**Task requirements:**
Could you copy out all the lines in the material below where the word "BURSZTYNOWA" occurs?

**Data for the task:**

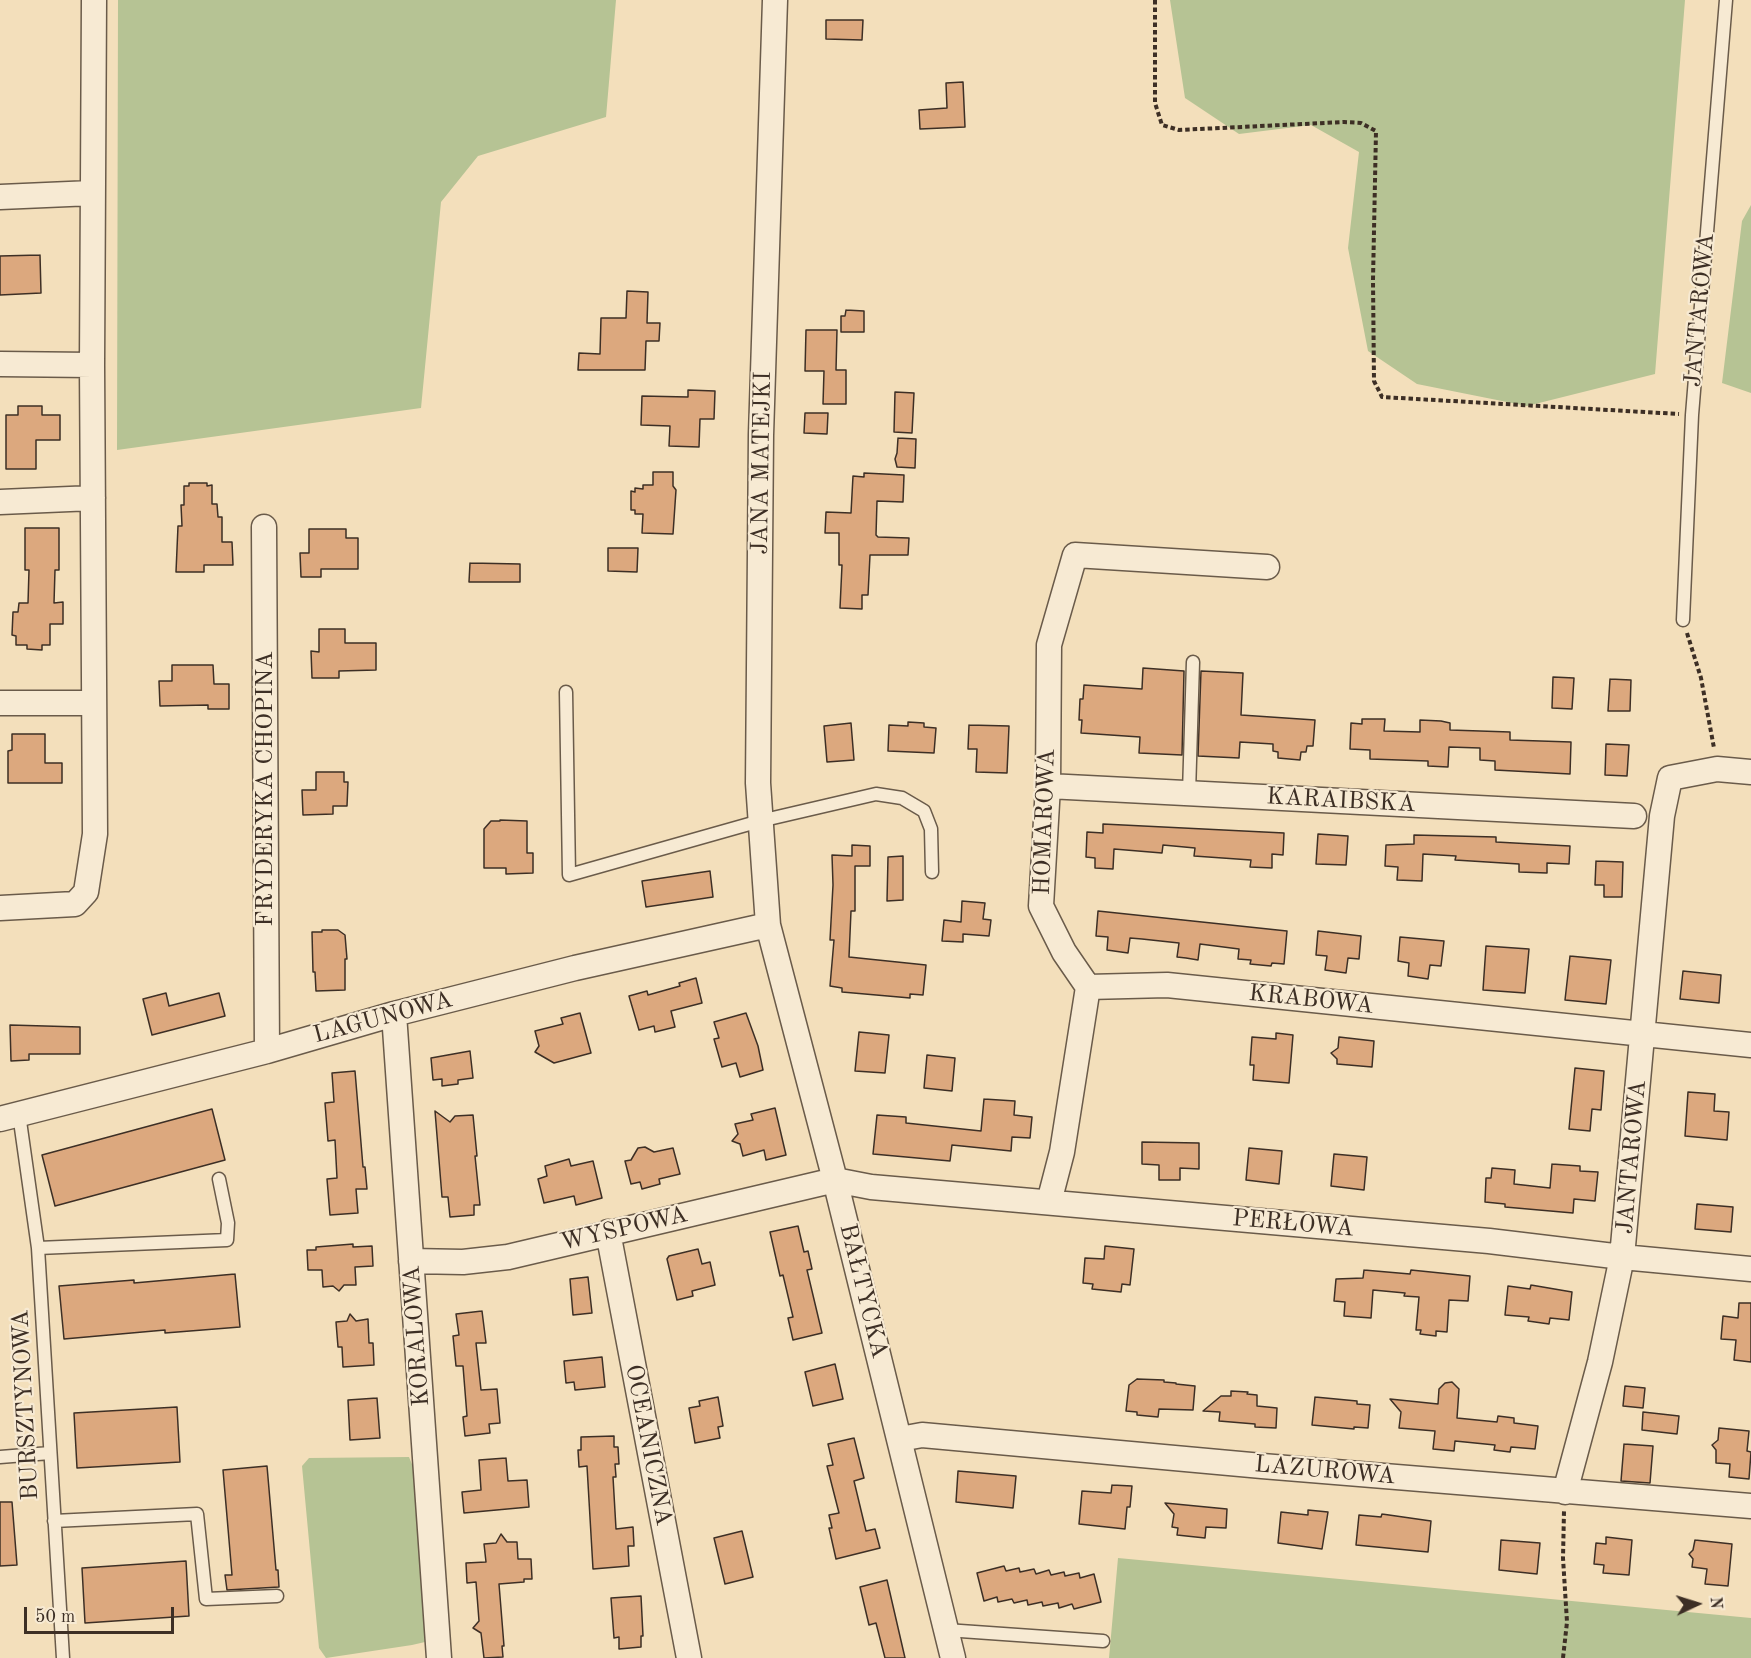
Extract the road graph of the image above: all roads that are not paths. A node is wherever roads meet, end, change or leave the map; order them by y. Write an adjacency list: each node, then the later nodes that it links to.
1 (94, 0): 4 (street)
2 (775, 0): 21 (street, JANA MATEJKI)
3 (1726, 0): 12 (lane, JANTAROWA)
4 (92, 193): 5 (street); 7 (street)
5 (0, 197)
6 (0, 364): 7 (street)
7 (92, 365): 8 (street)
8 (93, 498): 9 (street); 16 (street)
9 (0, 501)
10 (264, 527): 29 (street, FRYDERYKA CHOPINA)
11 (1267, 567): 18 (street, HOMAROWA)
12 (1683, 620)
13 (1193, 662): 19 (lane)
14 (566, 692): 21 (lane)
15 (0, 703): 16 (street)
16 (94, 703): 23 (street)
17 (1751, 772): 27 (street, JANTAROWA)
18 (1048, 786): 19 (street, KARAIBSKA); 25 (street, HOMAROWA)
19 (1189, 793): 20 (street, KARAIBSKA)
20 (1634, 816)
21 (760, 821): 22 (lane); 24 (street, JANA MATEJKI)
22 (932, 872)
23 (0, 908)
24 (768, 925): 26 (street, LAGUNOWA); 32 (street, BAŁTYCKA)
25 (1088, 987): 27 (street, KRABOWA); 33 (street)
26 (394, 1014): 29 (street, LAGUNOWA); 37 (street, KORALOWA)
27 (1643, 1034): 28 (street, KRABOWA); 36 (street, JANTAROWA)
28 (1751, 1045)
29 (267, 1050): 30 (street, LAGUNOWA)
30 (10, 1116): 35 (lane, BURSZTYNOWA)
31 (219, 1179): 35 (lane)
32 (835, 1180): 33 (street, PERŁOWA); 34 (street, WYSPOWA); 39 (street, BAŁTYCKA)
33 (1049, 1202): 36 (street, PERŁOWA)
34 (608, 1232): 37 (street, WYSPOWA); 50 (street, OCEANICZNA)
35 (38, 1248): 40 (lane, BURSZTYNOWA)
36 (1622, 1257): 38 (street, PERŁOWA); 42 (street, JANTAROWA)
37 (411, 1261): 49 (street, KORALOWA)
38 (1751, 1269)
39 (900, 1439): 42 (street, LAZUROWA); 46 (street, BAŁTYCKA)
40 (50, 1453): 41 (lane); 44 (lane, BURSZTYNOWA)
41 (0, 1457)
42 (1565, 1492): 43 (street, LAZUROWA)
43 (1751, 1506)
44 (54, 1521): 45 (lane); 48 (lane, BURSZTYNOWA)
45 (277, 1596)
46 (946, 1630): 47 (lane); 51 (street, BAŁTYCKA)
47 (1103, 1641)
48 (63, 1658)
49 (439, 1658)
50 (689, 1658)
51 (953, 1658)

**Response area:**
30 (10, 1116): 35 (lane, BURSZTYNOWA)
35 (38, 1248): 40 (lane, BURSZTYNOWA)
40 (50, 1453): 41 (lane); 44 (lane, BURSZTYNOWA)
44 (54, 1521): 45 (lane); 48 (lane, BURSZTYNOWA)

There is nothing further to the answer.